■ Data for review ■
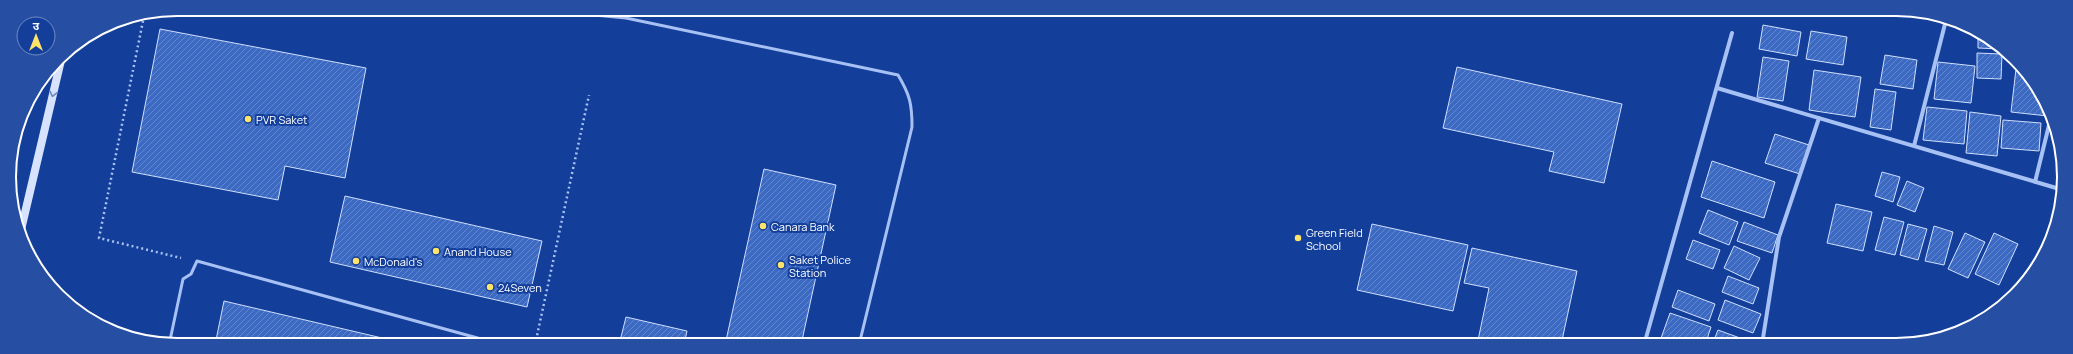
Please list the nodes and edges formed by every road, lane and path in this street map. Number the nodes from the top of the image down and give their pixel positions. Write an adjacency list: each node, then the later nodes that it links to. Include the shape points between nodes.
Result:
1 (605, 16): 18 (lane, via 626,18 898,75 908,92 912,127)
2 (143, 19): 14 (path, via 99,238)
3 (1945, 24): 10 (street)
4 (1732, 33): 6 (street)
5 (59, 67): 13 (street, one-way to 13)
6 (1716, 88): 8 (street); 19 (street)
7 (588, 96): 17 (path)
8 (1819, 118): 10 (street); 20 (street, via 1779,237)
9 (2049, 128): 11 (street)
10 (1914, 146): 11 (street)
11 (2035, 182): 12 (street)
12 (2057, 188)
13 (23, 223)
14 (197, 262): 15 (lane, via 191,274 183,279); 16 (lane)
15 (170, 338)
16 (477, 338)
17 (536, 338)
18 (861, 338)
19 (1646, 338)
20 (1763, 338)

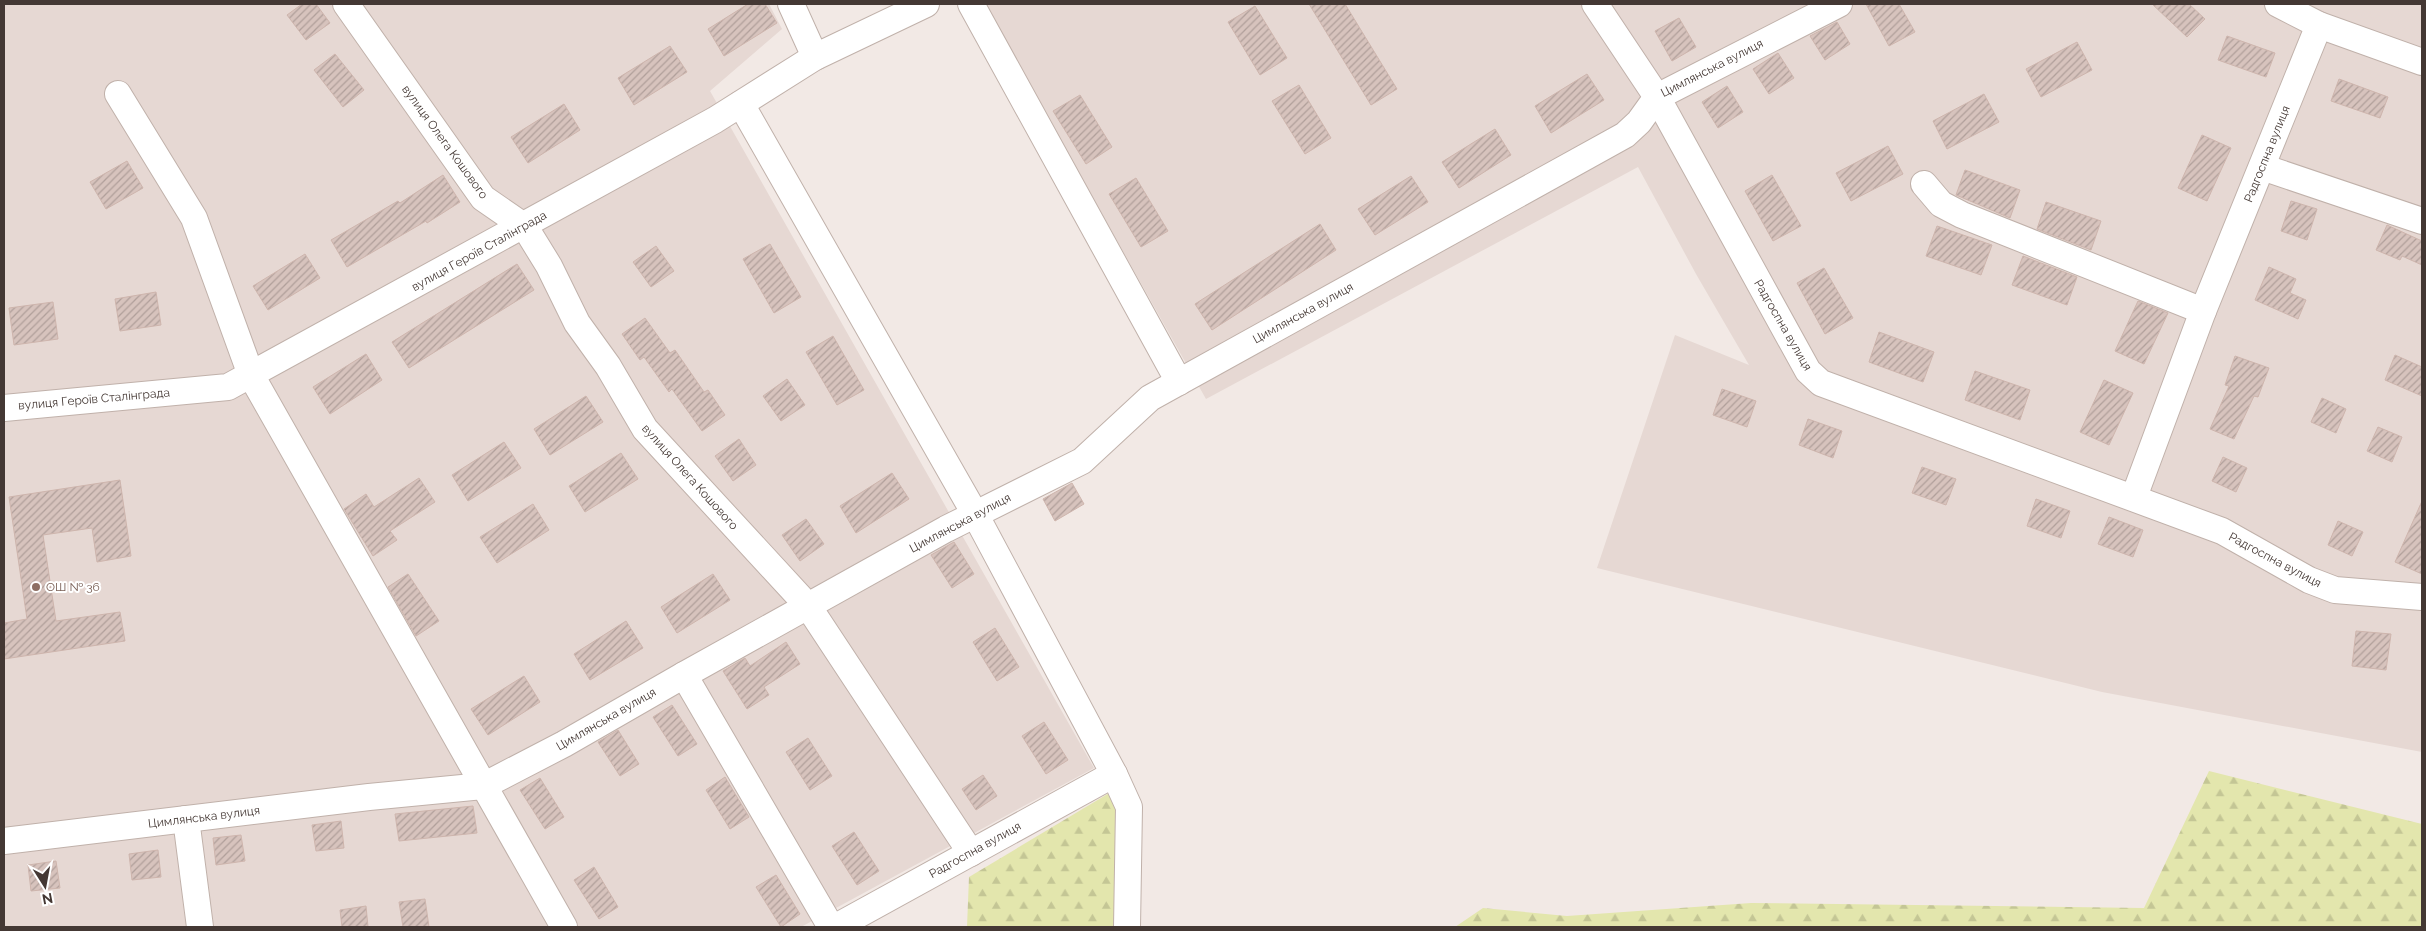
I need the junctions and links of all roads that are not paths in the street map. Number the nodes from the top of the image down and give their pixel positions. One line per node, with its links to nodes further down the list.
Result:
1 (346, 4): 17 (street, вулиця Олега Кошового)
2 (791, 4): 9 (street)
3 (926, 4): 9 (street, вулиця Героїв Сталінграда)
4 (971, 4): 20 (street)
5 (1595, 4): 12 (street, Радгоспна вулиця)
6 (1839, 4): 12 (street, Цимлянська вулиця)
7 (2278, 4): 8 (street)
8 (2319, 25): 10 (street); 14 (street, Радгоспна вулиця)
9 (815, 57): 13 (street, вулиця Героїв Сталінграда)
10 (2422, 62)
11 (118, 94): 19 (street)
12 (1657, 97): 20 (street, Цимлянська вулиця); 22 (street, Радгоспна вулиця)
13 (741, 104): 17 (street, вулиця Героїв Сталінграда); 23 (street)
14 (2262, 167): 16 (street); 18 (street, Радгоспна вулиця)
15 (1924, 184): 18 (street)
16 (2422, 221)
17 (525, 227): 19 (street, вулиця Героїв Сталінграда); 25 (street, вулиця Олега Кошового)
18 (2203, 311): 22 (street, Радгоспна вулиця)
19 (251, 375): 21 (street, вулиця Героїв Сталінграда); 28 (street)
20 (1179, 382): 23 (street, Цимлянська вулиця)
21 (4, 408)
22 (2134, 497): 24 (street, Радгоспна вулиця)
23 (975, 514): 25 (street, Цимлянська вулиця); 27 (street)
24 (2422, 597)
25 (808, 606): 26 (street, Цимлянська вулиця); 31 (street, вулиця Олега Кошового)
26 (684, 675): 28 (street, Цимлянська вулиця); 34 (street)
27 (1114, 774): 31 (street, Радгоспна вулиця); 36 (street)
28 (483, 786): 29 (street, Цимлянська вулиця); 33 (street)
29 (186, 819): 30 (street, Цимлянська вулиця); 32 (street)
30 (4, 841)
31 (971, 853): 35 (street, Радгоспна вулиця)
32 (200, 927)
33 (564, 927)
34 (831, 927)
35 (836, 927)
36 (1126, 927)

■ Work order ■
Word-for-word output of the material above is needed, with the pictures left out.

■ Result of the task ■
Please list the nodes and edges formed by every road, lane and path in this street map. Number the nodes from the top of the image down and give their pixel positions. Write an adjacency list: each node, then the later nodes that it links to. Include the shape points between nodes.
Result:
1 (605, 16): 18 (lane, via 626,18 898,75 908,92 912,127)
2 (143, 19): 14 (path, via 99,238)
3 (1945, 24): 10 (street)
4 (1732, 33): 6 (street)
5 (59, 67): 13 (street, one-way to 13)
6 (1716, 88): 8 (street); 19 (street)
7 (588, 96): 17 (path)
8 (1819, 118): 10 (street); 20 (street, via 1779,237)
9 (2049, 128): 11 (street)
10 (1914, 146): 11 (street)
11 (2035, 182): 12 (street)
12 (2057, 188)
13 (23, 223)
14 (197, 262): 15 (lane, via 191,274 183,279); 16 (lane)
15 (170, 338)
16 (477, 338)
17 (536, 338)
18 (861, 338)
19 (1646, 338)
20 (1763, 338)

I need the junctions and links of all roads that are not paths in the street map. Number the nodes from the top of the image down and give their pixel positions. One line per node, with its links to nodes further down the list.
Result:
1 (346, 4): 17 (street, вулиця Олега Кошового)
2 (791, 4): 9 (street)
3 (926, 4): 9 (street, вулиця Героїв Сталінграда)
4 (971, 4): 20 (street)
5 (1595, 4): 12 (street, Радгоспна вулиця)
6 (1839, 4): 12 (street, Цимлянська вулиця)
7 (2278, 4): 8 (street)
8 (2319, 25): 10 (street); 14 (street, Радгоспна вулиця)
9 (815, 57): 13 (street, вулиця Героїв Сталінграда)
10 (2422, 62)
11 (118, 94): 19 (street)
12 (1657, 97): 20 (street, Цимлянська вулиця); 22 (street, Радгоспна вулиця)
13 (741, 104): 17 (street, вулиця Героїв Сталінграда); 23 (street)
14 (2262, 167): 16 (street); 18 (street, Радгоспна вулиця)
15 (1924, 184): 18 (street)
16 (2422, 221)
17 (525, 227): 19 (street, вулиця Героїв Сталінграда); 25 (street, вулиця Олега Кошового)
18 (2203, 311): 22 (street, Радгоспна вулиця)
19 (251, 375): 21 (street, вулиця Героїв Сталінграда); 28 (street)
20 (1179, 382): 23 (street, Цимлянська вулиця)
21 (4, 408)
22 (2134, 497): 24 (street, Радгоспна вулиця)
23 (975, 514): 25 (street, Цимлянська вулиця); 27 (street)
24 (2422, 597)
25 (808, 606): 26 (street, Цимлянська вулиця); 31 (street, вулиця Олега Кошового)
26 (684, 675): 28 (street, Цимлянська вулиця); 34 (street)
27 (1114, 774): 31 (street, Радгоспна вулиця); 36 (street)
28 (483, 786): 29 (street, Цимлянська вулиця); 33 (street)
29 (186, 819): 30 (street, Цимлянська вулиця); 32 (street)
30 (4, 841)
31 (971, 853): 35 (street, Радгоспна вулиця)
32 (200, 927)
33 (564, 927)
34 (831, 927)
35 (836, 927)
36 (1126, 927)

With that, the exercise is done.